Sudan dismissed the charges and any links to rebels in the South, which seceded from Khartoum in July last year under a 2005 peace deal that ended decades of civil war.
Sudan, in turn, often accuses Juba of supporting rebels in its borderlands.
The claims came as Sudan's President Omar Hassan al-Bashir arrived in Ethiopia to wrap up with his southern counterpart, Salva Kiir, two weeks of talks to end hostilities.
African and Western officials have been trying to mediate a border security agreement between the rivals which came close to war in April.
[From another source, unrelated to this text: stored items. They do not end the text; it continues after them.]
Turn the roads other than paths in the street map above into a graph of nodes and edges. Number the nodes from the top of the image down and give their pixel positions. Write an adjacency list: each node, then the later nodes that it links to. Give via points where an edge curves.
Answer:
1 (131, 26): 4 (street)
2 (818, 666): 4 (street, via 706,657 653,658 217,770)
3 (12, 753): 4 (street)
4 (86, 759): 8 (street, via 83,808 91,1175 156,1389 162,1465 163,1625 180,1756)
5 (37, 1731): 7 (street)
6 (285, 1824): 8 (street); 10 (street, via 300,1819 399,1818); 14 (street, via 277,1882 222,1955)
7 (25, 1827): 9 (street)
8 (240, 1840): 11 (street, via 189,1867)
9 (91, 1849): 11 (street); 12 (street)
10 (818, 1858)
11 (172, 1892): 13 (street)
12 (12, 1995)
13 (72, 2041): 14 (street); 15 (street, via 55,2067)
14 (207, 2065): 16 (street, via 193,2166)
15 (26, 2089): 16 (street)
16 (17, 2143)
South Sudan's army spokesperson Philip Aguer said Sudanese military aircraft parachuted eight parcels of weapons and ammunition to forces of militia leader David Yau Yau in the country's east on Friday and Saturday.
The rebels later attacked the town of Likuangole in Jonglei state, but were repulsed by the South's army (SPLA), he said.
"The planes dropped arms and ammunition around Likuangole in front of everybody, including Unmiss (the UN mission in South Sudan)," Aguer said.
"This is not in the spirit of the current talks in Addis Ababa.
"While Khartoum talks peace, their deeds on the ground tell a contrary story of hostile acts of conspiracy against the Republic of South Sudan."
Sudanese army spokesperson al-Sawarmi Khalid said: "The Sudanese army has no relation to any rebel group in South Sudan and is not giving any military support to these groups."
Yau Yau, one of several militia leaders fighting the government in South Sudan, is attempting to recruit armed youth from the Murle ethnic group since arriving in the area in late July, residents in Jonglei say.
Rights groups and Unmiss accuse South Sudan's army of human rights violations during a disarmament push aimed at ending a cycle of clashes between the Murle and Lou Nuer tribes.
Nearly 900 people died when about 7 000 armed youths of the Lou Nuer tribe attacked Murle villages in the Pibor area at the end of last year, according to the United Nations.
South Sudan is awash with weapons after a decades-long civil war with Khartoum that killed an estimated 2 million people.
The government, run mostly by former guerrilla fighters, has struggled to assert control over its vast and restive territories since declaring independence.